WASHINGTON — Acting Comptroller of the Currency Rodney Hood confirmed that the Trump administration plans to revise capital requirements for banks, aiming to ease what he described as excessive regulations that could constrain credit. 

The remarks, delivered to a crowd at the U.S. Chamber of Commerce's Capital Markets Forum, signaled a deregulatory shift focused on loosening constraints in any new rules while preserving financial stability.

"Regulations must be effective, not excessive," Hood said at the forum on Tuesday. "As we continue interagency deliberations, I will remain committed to a capital framework that supports resilience but does not constrain growth.

He pointed to a recent meeting of the Basel Committee on Banking Supervision in Switzerland, established in 1974 to strengthen international banking oversight. Hood said there was general agreement among international counterparts that U.S. capital proposals released under the Biden administration had gone too far.

"I conveyed that sentiment directly," he said. "I was heartened to see consensus from the international community that the U.S. proposal had gone beyond what was necessary."

Hood's comments come as the Trump administration has expressed a more skeptical view of international standard-setting organizations than prior administrations. Treasury Secretary Scott Bessent told lawmakers in April that the U.S. should not "outsource" financial regulation to global bodies like Basel, evoking President Donald Trump's "America First" sensibility.

Hood's speech is broadly in line with the Trump administration's efforts to "right-size" oversight and reduce what regulators see as friction in the banking system — especially for smaller institutions seeking to grow.

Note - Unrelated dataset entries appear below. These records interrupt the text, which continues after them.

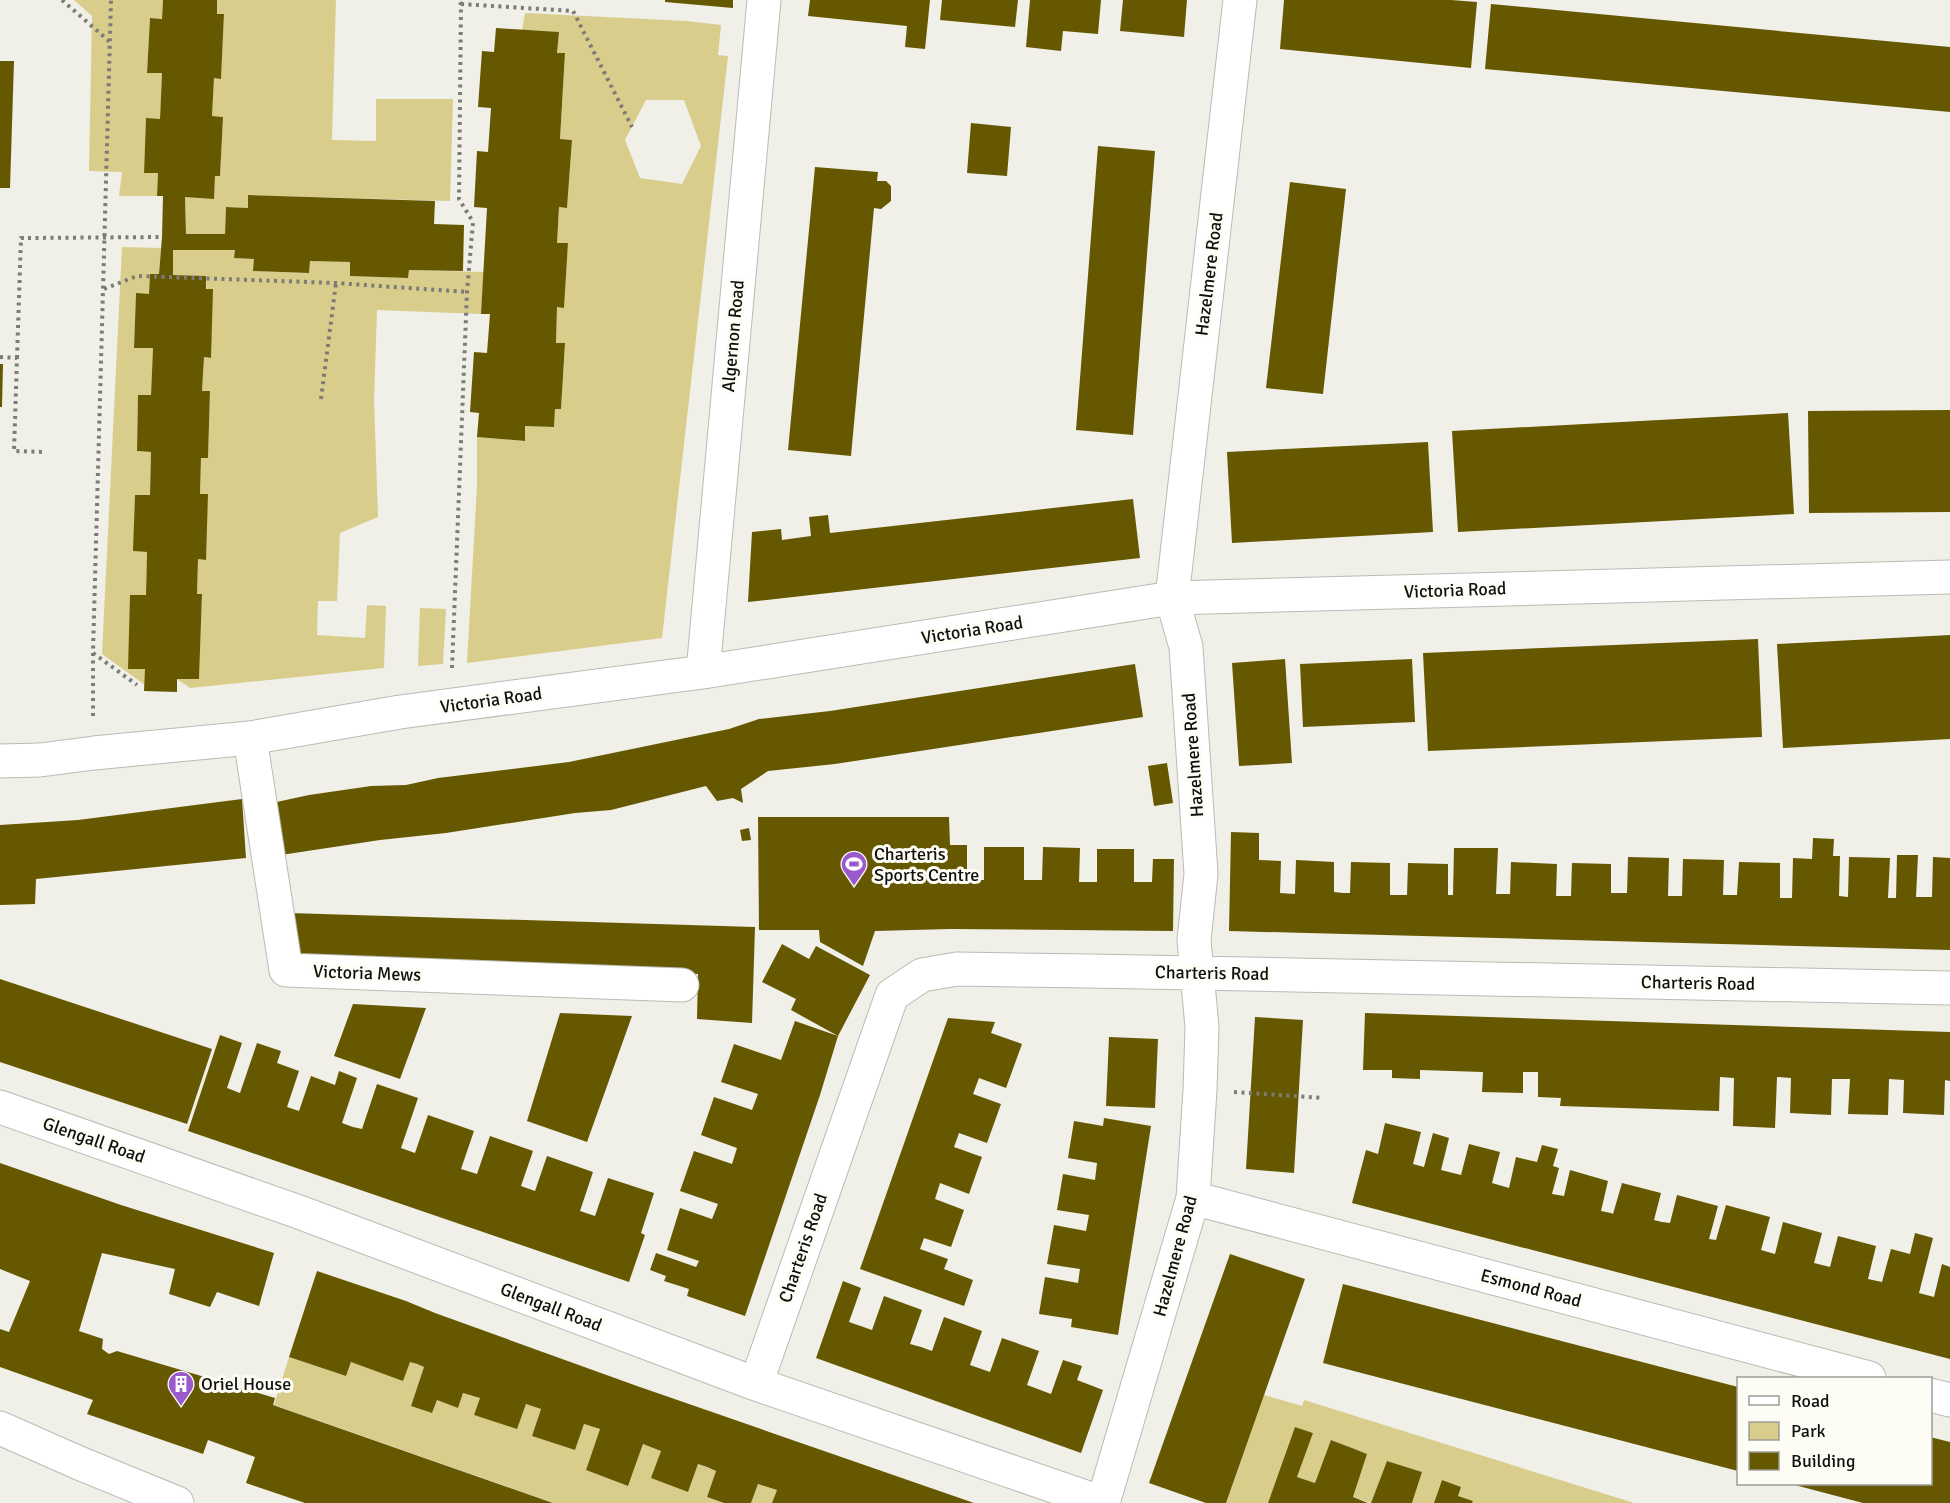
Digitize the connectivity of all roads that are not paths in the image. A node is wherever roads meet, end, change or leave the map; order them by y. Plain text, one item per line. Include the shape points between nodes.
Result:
1 (764, 0) edge
2 (1240, 0) edge
3 (1950, 577) edge
4 (1172, 598) junction
5 (703, 672) junction
6 (250, 738) junction
7 (0, 761) edge
8 (1198, 972) junction
9 (682, 985) dead end
10 (1950, 988) edge
11 (0, 1107) edge
12 (1193, 1198) junction
13 (1865, 1377) edge
14 (756, 1384) junction
15 (1932, 1396) edge
16 (1950, 1400) edge
17 (0, 1428) edge
18 (166, 1501) edge
19 (1103, 1503) edge

1 - 5 street, Algernon Road
2 - 4 street, Hazelmere Road
3 - 4 street, Victoria Road
4 - 5 street, Victoria Road
4 - 8 street, Hazelmere Road via 1186,647 1201,874 1194,940
5 - 6 street, Victoria Road via 400,712
6 - 7 street, Victoria Road
6 - 9 street, Victoria Mews via 286,970
8 - 10 street, Charteris Road
8 - 12 street, Hazelmere Road via 1202,1027
8 - 14 street, Charteris Road via 957,969 922,975 892,995
11 - 14 street, Glengall Road via 299,1212
12 - 13 street, Esmond Road
12 - 19 street, Hazelmere Road
14 - 19 street, Glengall Road
15 - 16 street
17 - 18 street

Hood said the OCC is working to modernize capital standards and reviewing the supplementary leverage ratio — a simple capital standard that represents the ratio of total assets to total liabilities — to ensure it serves as a capital backstop rather than a binding constraint on banks. While he emphasized that U.S. banks remain the "gold standard" globally, he rejected the idea of "gold-plating" capital rules — adding more stringent layers than international norms explicitly require.

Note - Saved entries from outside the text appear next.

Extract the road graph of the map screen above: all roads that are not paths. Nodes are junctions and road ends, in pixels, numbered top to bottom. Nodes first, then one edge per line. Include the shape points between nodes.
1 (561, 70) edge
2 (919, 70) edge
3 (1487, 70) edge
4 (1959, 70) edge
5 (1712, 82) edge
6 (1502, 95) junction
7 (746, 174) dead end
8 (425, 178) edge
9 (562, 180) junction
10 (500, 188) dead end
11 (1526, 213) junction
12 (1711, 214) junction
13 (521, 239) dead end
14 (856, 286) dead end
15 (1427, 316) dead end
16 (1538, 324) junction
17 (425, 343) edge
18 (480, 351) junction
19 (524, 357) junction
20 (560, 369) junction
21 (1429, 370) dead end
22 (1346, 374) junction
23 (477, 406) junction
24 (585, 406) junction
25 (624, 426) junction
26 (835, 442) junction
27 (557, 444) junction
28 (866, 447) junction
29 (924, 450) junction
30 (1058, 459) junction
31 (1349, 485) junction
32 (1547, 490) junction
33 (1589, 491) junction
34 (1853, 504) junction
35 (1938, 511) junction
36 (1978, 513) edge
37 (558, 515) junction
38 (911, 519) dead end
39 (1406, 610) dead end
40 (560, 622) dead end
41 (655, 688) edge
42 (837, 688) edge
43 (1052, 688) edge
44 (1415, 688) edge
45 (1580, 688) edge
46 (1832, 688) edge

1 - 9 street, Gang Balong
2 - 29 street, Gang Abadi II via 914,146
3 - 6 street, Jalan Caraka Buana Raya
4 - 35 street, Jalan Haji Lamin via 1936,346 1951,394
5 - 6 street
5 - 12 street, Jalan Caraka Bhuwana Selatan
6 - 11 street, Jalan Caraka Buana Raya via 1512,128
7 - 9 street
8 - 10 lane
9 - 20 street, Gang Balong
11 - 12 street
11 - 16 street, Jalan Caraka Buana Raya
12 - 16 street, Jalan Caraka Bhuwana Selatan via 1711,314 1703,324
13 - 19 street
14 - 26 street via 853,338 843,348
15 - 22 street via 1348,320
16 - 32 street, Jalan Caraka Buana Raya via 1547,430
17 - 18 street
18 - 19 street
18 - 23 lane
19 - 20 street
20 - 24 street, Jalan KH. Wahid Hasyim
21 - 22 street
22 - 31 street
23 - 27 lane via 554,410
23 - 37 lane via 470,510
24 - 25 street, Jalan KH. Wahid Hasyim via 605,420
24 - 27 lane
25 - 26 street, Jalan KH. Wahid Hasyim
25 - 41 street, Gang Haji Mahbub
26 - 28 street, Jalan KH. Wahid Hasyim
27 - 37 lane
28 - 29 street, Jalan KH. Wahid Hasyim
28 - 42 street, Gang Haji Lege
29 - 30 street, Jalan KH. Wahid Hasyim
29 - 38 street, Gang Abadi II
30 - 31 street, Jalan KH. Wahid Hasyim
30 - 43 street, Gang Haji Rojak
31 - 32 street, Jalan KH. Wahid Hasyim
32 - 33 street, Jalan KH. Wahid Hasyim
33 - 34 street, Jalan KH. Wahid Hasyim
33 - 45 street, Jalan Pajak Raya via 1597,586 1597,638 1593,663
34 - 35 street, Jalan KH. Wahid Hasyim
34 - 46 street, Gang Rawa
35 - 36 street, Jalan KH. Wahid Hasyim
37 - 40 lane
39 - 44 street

Some Trump appointees have expressed a desire to roll back the SLR, including proposals to exempt U.S. Treasury securities from the enhanced SLR calculation for the largest banks. 

Supporters of the idea argue that the move would reduce strain on Treasury markets and allow banks to engage more fully in government debt trading without hitting capital constraints. But critics warn the change could inflate bank balance sheets with low-risk assets, weaken hard-fought reforms from Dodd Frank Act after the financial crisis and enable a kind of "shadow" monetary policy, whereby the Treasury could stimulate the economy outside the Fed's control if it chose to coerce large banks to buy Treasuries.